I question my interpretations as I watch. The subtleties of expression, and the ambiguities in the performer relationships are thick, so I have to stay alert, I cannot become complacent. When we finally return to Busby lying on the ground with Fakaua at his side, I get the sense that perhaps all three men had all seen this end to the night coming. Maybe they had gently accepted it, neither dramatizing nor minimizing the meaning of it all, but letting it play out — as social patterns are wont to do. I’m left with the question, is the pattern unravelling, changing, or is it reinforcing itself? Is this healing or stagnation? And what if those two things are not as dichotomous as I thought?  What if they blend into each other? The lack of a dominating soundscape in this work compounds the sense that we are witnessing a social dynamic without laying on judgement. The space feels held with gentleness and curiosity. 

I Just Want to Make You Proud starts in the midst of Tangata’s ending, with Lara Chuo wheeling a portable speaker into the space. At first, I see a suitcase. She walks resolutely up to Busby and commands him to action, and I think of a migrant mother waking her son up for school … for the expectations of life in the place-we-moved-to-for-better-opportunities. It’s a simple piece of stage-play, but it says a lot. The work goes on to pit Busby and Chuo (dressed in matching white athleisure, giving tennis-player vibes) against each other in a battle to achieve and endure the most. The show notes state that this work explores how children of migrants’ grapple with inherited guilt regarding the sacrifices they witnessed their parents make for their wellbeing. As Busby and Chuo rotate through feats of strength and choreographic twists on the beep test, we see a clear depiction of how guilt plays out in their bodies as an exhausting race to the finish line, where the child’s victory might eventually pay the debt of the parent’s sacrifice. But who decides the rules of the race? Who defines the victory?

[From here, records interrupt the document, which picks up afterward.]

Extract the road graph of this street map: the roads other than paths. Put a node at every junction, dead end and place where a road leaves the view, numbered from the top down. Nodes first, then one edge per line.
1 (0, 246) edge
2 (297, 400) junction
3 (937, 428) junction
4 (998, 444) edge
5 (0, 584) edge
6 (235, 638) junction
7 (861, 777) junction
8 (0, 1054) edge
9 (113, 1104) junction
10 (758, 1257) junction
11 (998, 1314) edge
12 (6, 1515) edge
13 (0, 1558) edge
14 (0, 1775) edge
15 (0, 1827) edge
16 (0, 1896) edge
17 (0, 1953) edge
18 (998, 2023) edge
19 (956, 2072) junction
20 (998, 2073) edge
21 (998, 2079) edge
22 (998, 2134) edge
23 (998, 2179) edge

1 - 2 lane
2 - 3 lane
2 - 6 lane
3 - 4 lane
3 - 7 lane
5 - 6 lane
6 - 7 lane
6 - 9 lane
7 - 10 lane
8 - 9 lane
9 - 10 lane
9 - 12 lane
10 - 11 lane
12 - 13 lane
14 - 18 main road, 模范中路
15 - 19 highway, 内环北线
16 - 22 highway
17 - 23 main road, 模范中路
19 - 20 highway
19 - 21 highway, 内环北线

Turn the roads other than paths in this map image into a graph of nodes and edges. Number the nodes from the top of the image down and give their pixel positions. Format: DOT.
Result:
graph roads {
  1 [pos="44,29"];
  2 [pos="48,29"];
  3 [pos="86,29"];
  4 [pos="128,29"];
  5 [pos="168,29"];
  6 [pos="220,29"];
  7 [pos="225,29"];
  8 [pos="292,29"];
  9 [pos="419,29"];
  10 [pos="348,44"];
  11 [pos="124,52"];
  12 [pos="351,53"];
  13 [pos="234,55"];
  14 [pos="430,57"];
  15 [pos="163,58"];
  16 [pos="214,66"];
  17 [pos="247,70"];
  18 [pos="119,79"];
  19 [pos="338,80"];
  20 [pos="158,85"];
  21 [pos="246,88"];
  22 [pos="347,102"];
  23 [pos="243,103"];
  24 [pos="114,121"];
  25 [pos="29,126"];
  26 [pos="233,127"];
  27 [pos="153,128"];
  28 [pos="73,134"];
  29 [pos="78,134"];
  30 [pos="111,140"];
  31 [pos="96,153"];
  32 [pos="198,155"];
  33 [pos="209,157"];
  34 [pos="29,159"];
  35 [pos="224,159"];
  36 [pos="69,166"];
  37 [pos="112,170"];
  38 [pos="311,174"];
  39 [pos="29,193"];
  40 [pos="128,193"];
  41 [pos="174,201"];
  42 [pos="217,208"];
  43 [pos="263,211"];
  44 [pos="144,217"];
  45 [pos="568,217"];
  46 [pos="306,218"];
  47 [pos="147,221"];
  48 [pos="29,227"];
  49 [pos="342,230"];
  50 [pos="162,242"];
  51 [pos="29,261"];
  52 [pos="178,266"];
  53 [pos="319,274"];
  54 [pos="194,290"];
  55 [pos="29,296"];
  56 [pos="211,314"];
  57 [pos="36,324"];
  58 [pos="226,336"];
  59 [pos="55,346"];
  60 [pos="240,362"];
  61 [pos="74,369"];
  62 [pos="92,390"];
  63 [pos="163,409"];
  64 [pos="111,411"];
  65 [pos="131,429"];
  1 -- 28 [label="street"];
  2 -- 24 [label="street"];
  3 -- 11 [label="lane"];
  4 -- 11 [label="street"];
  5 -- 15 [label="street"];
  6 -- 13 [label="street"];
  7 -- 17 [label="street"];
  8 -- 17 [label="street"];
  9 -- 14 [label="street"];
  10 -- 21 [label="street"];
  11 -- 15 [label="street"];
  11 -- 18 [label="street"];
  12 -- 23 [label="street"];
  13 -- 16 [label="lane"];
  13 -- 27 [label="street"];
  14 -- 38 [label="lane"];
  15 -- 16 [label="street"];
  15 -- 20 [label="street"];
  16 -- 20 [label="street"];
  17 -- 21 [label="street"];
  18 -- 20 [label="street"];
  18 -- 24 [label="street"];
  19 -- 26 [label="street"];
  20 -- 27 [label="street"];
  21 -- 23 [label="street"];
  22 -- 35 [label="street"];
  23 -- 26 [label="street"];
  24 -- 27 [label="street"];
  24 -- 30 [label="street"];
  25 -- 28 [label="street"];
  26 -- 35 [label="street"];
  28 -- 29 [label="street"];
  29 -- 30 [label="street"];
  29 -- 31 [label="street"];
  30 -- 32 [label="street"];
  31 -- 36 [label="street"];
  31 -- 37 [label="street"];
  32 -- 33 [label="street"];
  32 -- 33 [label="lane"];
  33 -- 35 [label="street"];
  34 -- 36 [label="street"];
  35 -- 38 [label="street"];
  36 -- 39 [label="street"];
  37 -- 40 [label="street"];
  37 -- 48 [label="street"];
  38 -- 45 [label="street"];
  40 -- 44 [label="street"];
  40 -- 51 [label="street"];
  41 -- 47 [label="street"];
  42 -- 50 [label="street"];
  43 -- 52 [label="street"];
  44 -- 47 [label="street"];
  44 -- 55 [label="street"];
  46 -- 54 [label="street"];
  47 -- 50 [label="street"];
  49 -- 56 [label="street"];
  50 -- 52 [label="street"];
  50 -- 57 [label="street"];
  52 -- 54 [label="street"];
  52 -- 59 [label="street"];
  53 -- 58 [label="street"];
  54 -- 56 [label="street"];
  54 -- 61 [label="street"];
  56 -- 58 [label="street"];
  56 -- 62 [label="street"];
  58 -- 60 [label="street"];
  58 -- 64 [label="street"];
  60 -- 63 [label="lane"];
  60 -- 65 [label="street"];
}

The work elicits discomfort in me as it progresses. We are encouraged to root for a competitor, and I participate in this, but as the performers’ bodies fatigue and wear down, I start to feel complicit in something. I think of living between two cultures, translating between one’s parents’ world and the world of school, friends, jobs. “Do all that shapeshifting please” demands the dominant, white overculture, “assimilate enough to make things easy for the majority, but also entertain/enlighten/educate with your cultural labour and diversity.” Compete to be the model minority, on top of being the model child.  My cheering falters, and then I feel conflicted for not cheering, or not taking some other definitive approach. I feel humbled by the uncertainty. I’m carried through it by the relentless movement and determination of the performers, whose generosity demands we stay present, stay connected.

When the race is done, the dancers come together. Chuo, having lost the competition to Busby, holds her head high, and asks him to sing. There is a long pause and several hesitations, but then he sings, and he and Chuo dance together. Their partnering weaves like a repairing, a remembering of common ground. Chuo goes on to dance alone, vibrant despite her exhaustion, and the cast cheer her on. I am disrupted further from the need to have certainty and am reminded of the resilience to be found in solidarity, even when contradictions abound.

Isope ‘Akau’ola and the dancer/collaborators have produced a work that addresses highly nuanced, shared cultural experiences with great subtlety, tenderness and strength. The storytelling, technical clarity and artistry of the creator and the performers is vivid and compelling, and I leave hoping this work will be shared again in future spaces and times.